L e parti annonce en ce début avril deux grandes nouvelles: la publication d’un livre blanc sur la «liberté de croyance religieuse» et la signature «imminente» (ou pas) d’un accord historique avec le Vatican concernant la nomination – sous contrôle du PCCC – des évêques. Aucune allusion en revanche aux bibles qui depuis deux semaines sont retirées des rayons, aux églises non-officielles que les sbires de Xi ferment, détruisent sans relâche ni aux chrétiens et musulmans (notamment) qu’ils persécutent chaque jour davantage.
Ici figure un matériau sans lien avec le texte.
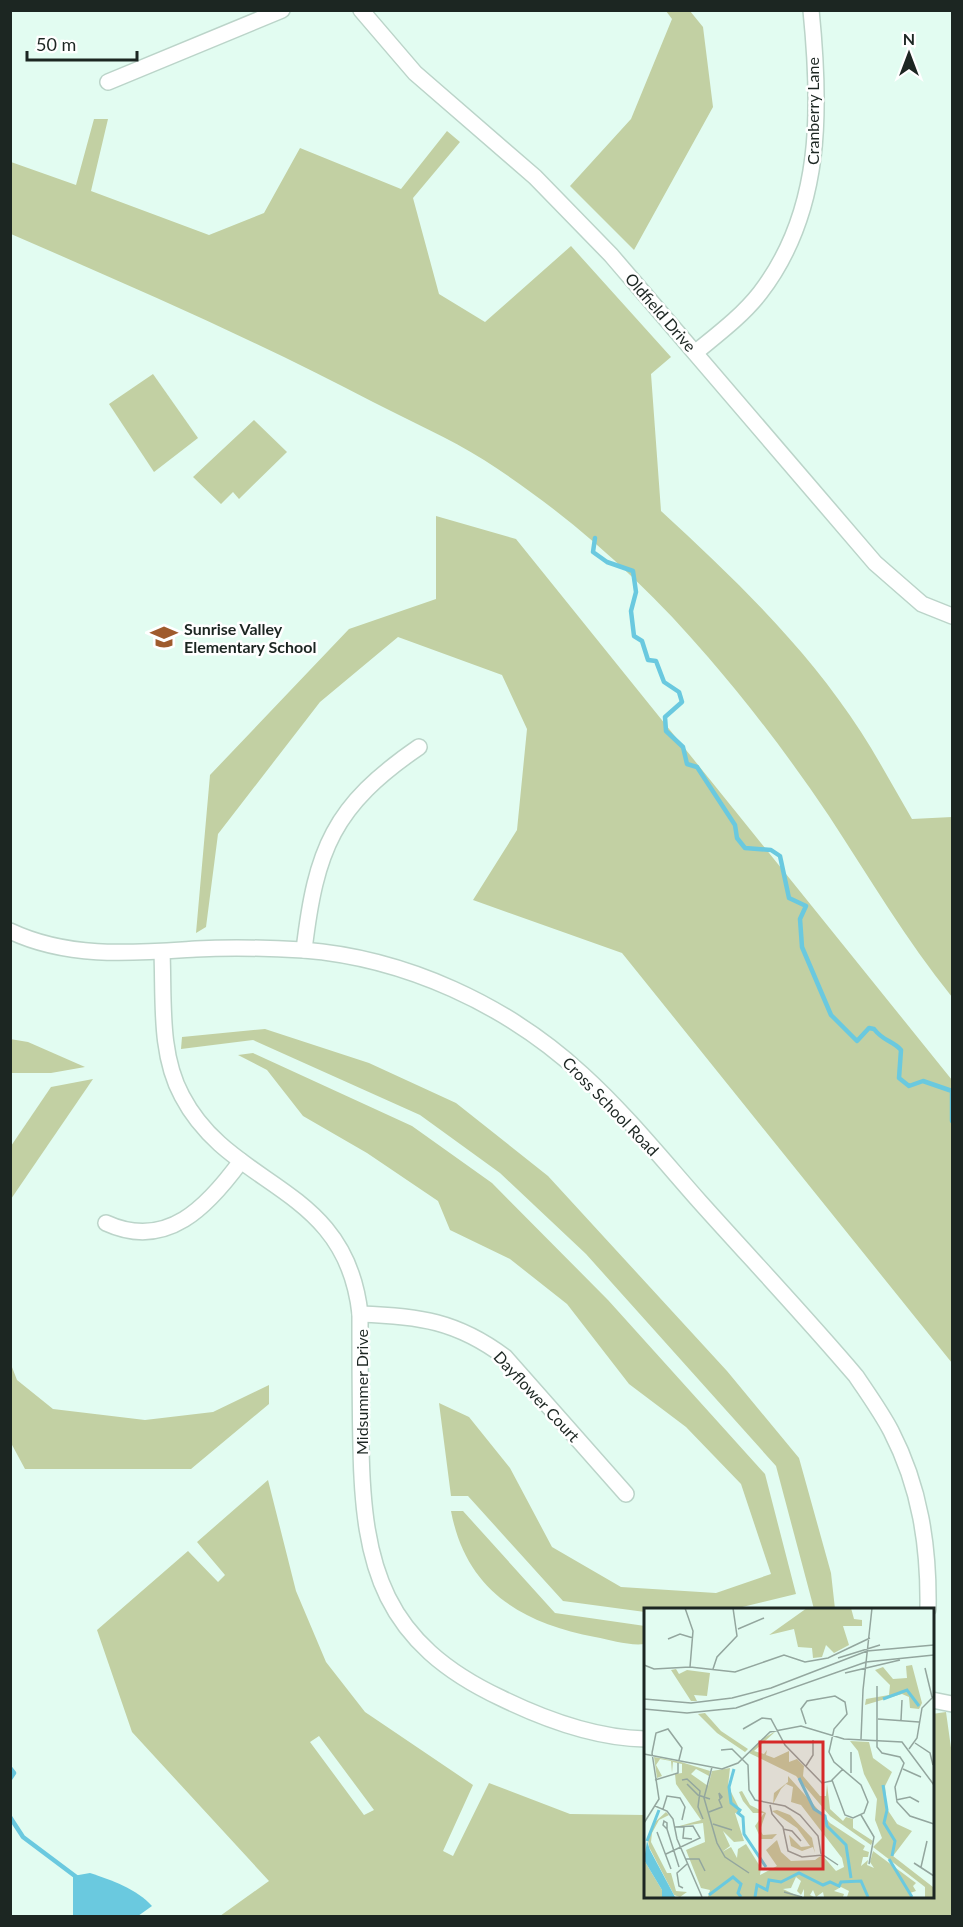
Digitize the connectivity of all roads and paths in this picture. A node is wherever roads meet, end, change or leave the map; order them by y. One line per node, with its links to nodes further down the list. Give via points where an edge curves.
1 (282, 10): 4 (street)
2 (362, 10): 5 (street, Oldfield Drive, via 415,73 564,205)
3 (811, 10): 5 (street, Cranberry Lane, via 814,158 800,220 789,247 759,294)
4 (108, 82)
5 (696, 352): 6 (street, Oldfield Drive, via 875,563 922,604)
6 (952, 616)
7 (419, 747): 9 (street, via 370,783 331,836 310,893)
8 (10, 931): 10 (street, Cross School Road, via 73,950)
9 (304, 950): 10 (street, Cross School Road, via 240,948); 15 (street, Cross School Road, via 387,966 495,1010 557,1052 607,1099 840,1357 890,1429 916,1494 924,1530)
10 (162, 953): 11 (street, Midsummer Drive, via 172,1075 193,1116)
11 (241, 1161): 12 (street, via 222,1187 181,1222 149,1232 120,1229); 13 (street, Midsummer Drive, via 291,1196 332,1234 355,1284)
12 (106, 1223)
13 (360, 1314): 14 (street, Dayflower Court, via 436,1321 484,1341 505,1357); 18 (street, Midsummer Drive, via 363,1518 377,1575 399,1618 435,1658 484,1690 562,1724)
14 (626, 1494)
15 (928, 1608)
16 (933, 1700): 17 (street)
17 (952, 1704)
18 (644, 1739)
Il ne fait pas bon croire en un autre Dieu que Xi Jinping en Chine. Depuis quelques mois, tout symbole chrétien, qu’il s’agisse d’icônes, de crucifix ou de crèches, sont tout bonnement interdits. Notamment dans la province du Jiangxi (sud-est), dénonçait il y a peu le South China Morning Post. Plus de 600 signes religieux domestiques y ont en effet été retirés pour laisser place à… 453 portraits de l’empereur Xi 1er. Un secrétaire général qui en cinq ans a réussi non seulement à mettre une chape de plomb sur l’Empire du Milieu mais aussi à devenir, comme Mao avant lui, leader à vie. Voilà pour le mois dernier.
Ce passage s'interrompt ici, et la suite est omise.